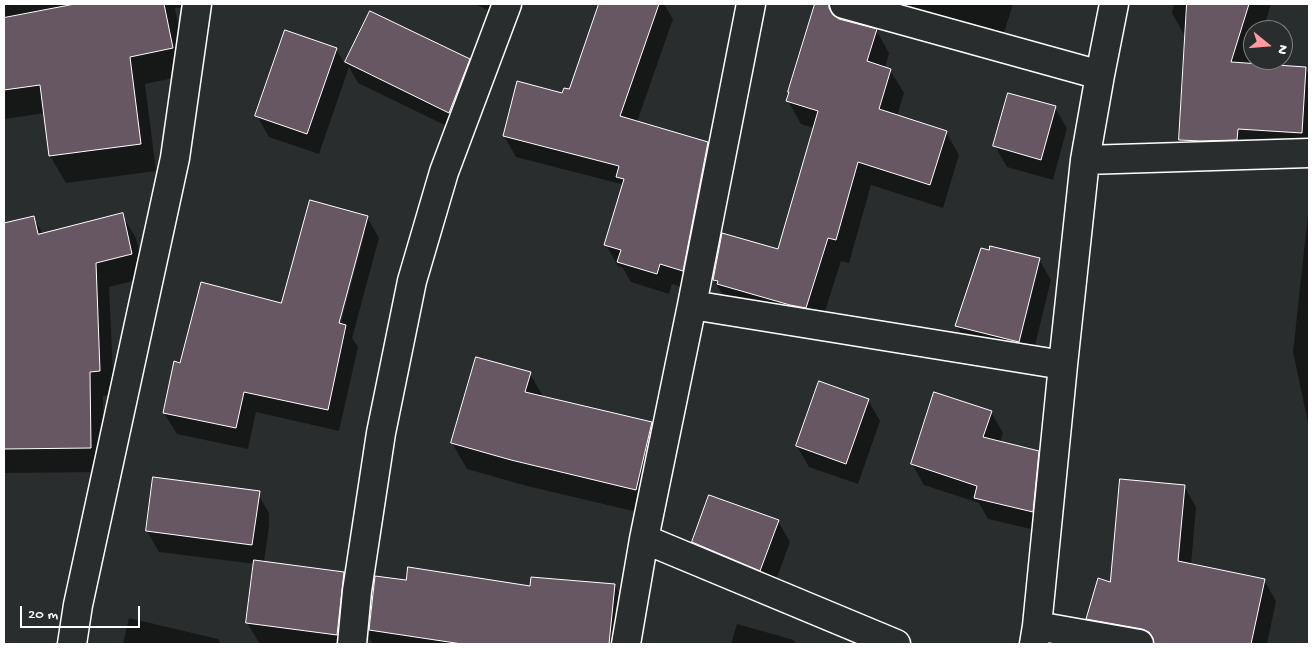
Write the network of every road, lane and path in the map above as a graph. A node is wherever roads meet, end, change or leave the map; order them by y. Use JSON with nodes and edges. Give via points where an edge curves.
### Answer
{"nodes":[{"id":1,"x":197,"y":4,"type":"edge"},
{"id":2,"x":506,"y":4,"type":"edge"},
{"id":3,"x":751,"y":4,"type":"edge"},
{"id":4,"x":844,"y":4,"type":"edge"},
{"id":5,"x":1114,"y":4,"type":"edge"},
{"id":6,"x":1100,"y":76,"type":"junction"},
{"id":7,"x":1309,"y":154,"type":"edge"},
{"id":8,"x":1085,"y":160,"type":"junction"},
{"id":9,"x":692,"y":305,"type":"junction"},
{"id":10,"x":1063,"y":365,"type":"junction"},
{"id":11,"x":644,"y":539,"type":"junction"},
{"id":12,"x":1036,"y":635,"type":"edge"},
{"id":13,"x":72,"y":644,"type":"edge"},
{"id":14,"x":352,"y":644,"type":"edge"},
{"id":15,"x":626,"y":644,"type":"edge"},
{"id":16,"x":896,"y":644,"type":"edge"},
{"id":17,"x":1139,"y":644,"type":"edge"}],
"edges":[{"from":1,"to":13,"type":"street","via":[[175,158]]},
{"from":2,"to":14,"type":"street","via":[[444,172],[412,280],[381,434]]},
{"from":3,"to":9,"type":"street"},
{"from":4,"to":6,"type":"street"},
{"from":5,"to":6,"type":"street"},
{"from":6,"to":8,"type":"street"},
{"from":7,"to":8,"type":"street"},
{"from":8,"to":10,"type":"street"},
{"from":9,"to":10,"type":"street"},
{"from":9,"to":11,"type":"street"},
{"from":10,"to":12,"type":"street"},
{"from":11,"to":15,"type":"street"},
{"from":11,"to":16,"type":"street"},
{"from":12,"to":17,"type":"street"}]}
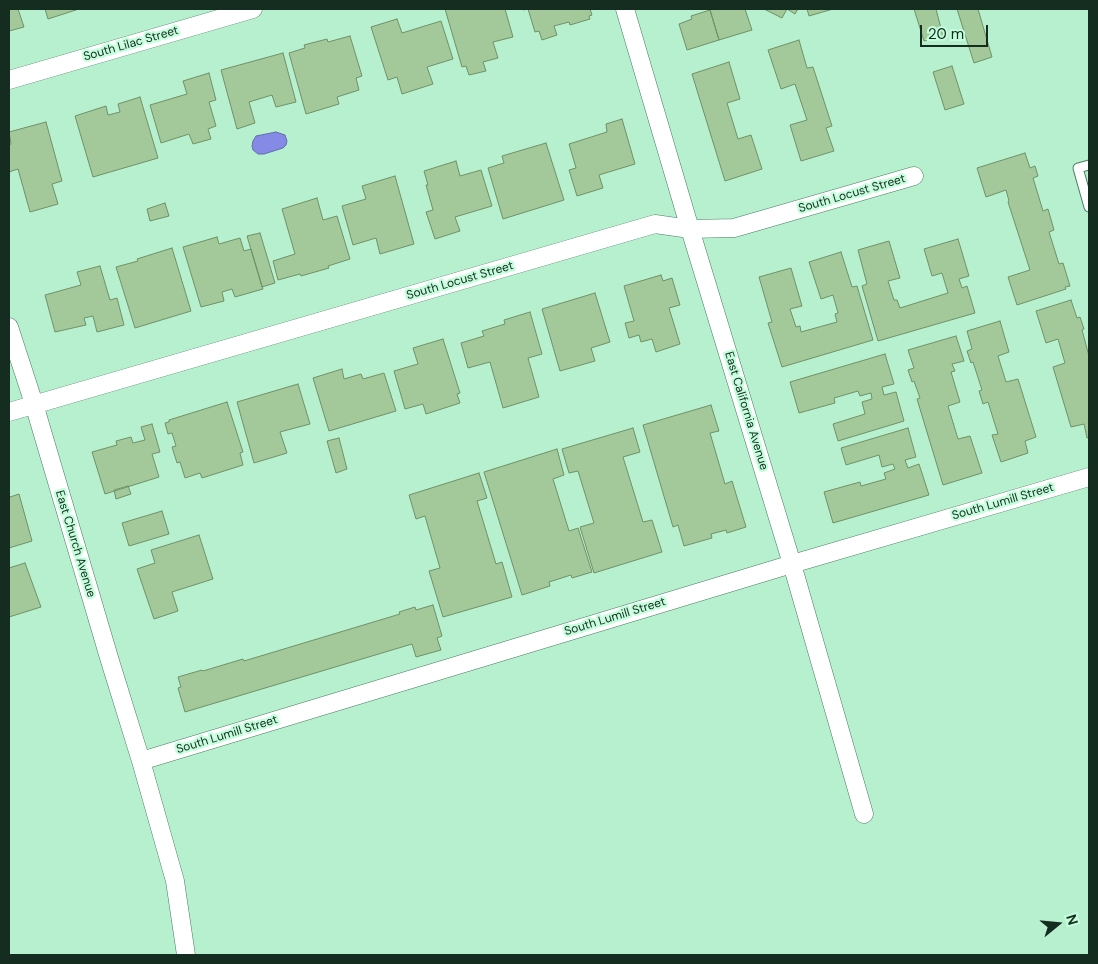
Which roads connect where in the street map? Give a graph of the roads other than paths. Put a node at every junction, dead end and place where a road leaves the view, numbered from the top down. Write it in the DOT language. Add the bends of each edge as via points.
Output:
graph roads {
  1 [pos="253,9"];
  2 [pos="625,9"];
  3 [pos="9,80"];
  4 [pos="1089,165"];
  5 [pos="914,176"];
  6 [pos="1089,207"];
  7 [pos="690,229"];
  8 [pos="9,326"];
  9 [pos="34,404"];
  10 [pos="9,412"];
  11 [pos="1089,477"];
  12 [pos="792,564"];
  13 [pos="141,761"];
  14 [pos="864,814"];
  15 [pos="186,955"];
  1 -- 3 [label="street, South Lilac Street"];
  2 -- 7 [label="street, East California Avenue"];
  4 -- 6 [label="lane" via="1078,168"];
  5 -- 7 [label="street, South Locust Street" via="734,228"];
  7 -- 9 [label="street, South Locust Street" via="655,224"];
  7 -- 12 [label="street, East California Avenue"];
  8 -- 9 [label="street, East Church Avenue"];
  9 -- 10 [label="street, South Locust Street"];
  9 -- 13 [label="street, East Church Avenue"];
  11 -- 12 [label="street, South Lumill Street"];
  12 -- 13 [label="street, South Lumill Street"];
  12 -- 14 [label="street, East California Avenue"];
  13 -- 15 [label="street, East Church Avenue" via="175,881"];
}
========
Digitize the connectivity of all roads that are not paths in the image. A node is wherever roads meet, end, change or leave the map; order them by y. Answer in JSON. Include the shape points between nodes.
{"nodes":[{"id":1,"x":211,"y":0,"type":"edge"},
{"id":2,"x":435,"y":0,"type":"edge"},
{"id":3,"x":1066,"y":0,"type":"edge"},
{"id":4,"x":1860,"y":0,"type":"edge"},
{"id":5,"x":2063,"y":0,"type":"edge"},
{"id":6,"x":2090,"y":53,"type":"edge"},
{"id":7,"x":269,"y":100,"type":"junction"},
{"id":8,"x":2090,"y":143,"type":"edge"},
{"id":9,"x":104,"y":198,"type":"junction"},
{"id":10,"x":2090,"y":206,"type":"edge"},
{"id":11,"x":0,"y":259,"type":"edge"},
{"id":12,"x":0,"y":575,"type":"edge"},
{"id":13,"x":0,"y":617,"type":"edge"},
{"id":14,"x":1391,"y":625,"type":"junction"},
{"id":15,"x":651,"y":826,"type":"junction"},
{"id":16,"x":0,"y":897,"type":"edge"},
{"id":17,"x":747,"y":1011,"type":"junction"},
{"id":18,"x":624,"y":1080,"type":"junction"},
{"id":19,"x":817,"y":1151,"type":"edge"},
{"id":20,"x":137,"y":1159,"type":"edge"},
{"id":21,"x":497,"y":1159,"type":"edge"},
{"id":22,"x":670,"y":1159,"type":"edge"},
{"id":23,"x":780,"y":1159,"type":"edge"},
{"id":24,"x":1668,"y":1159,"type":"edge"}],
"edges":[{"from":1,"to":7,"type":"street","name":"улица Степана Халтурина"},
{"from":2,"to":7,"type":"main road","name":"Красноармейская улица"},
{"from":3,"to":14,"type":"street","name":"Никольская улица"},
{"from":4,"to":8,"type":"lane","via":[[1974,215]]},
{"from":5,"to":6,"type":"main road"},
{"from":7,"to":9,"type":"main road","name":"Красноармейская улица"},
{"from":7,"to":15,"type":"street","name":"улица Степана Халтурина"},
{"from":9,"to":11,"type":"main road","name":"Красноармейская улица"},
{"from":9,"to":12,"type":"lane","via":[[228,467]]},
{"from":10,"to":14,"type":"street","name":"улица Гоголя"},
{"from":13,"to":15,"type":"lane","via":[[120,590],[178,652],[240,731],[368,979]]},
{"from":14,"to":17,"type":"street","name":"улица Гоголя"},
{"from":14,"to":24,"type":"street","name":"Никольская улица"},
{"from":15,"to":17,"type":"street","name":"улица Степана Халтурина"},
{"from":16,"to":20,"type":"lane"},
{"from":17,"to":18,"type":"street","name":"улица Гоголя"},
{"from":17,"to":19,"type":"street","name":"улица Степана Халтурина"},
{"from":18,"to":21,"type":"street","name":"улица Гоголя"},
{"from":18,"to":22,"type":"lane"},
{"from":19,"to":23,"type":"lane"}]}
========
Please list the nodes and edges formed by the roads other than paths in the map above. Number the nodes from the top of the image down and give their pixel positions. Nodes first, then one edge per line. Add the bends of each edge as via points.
========
> _WHAT THIS TASK INVOLVES_
Wherever a line in the records contains the word "above", copy that line.

> _RESULT OF THE EXERCISE_
Write the network of every road, lane and path in the map above as a graph. A node is wherever roads meet, end, change or leave the map; order them by y. Use JSON with nodes and edges. Give via points where an edge curves.
Please list the nodes and edges formed by the roads other than paths in the map above. Number the nodes from the top of the image down and give their pixel positions. Nodes first, then one edge per line. Add the bends of each edge as via points.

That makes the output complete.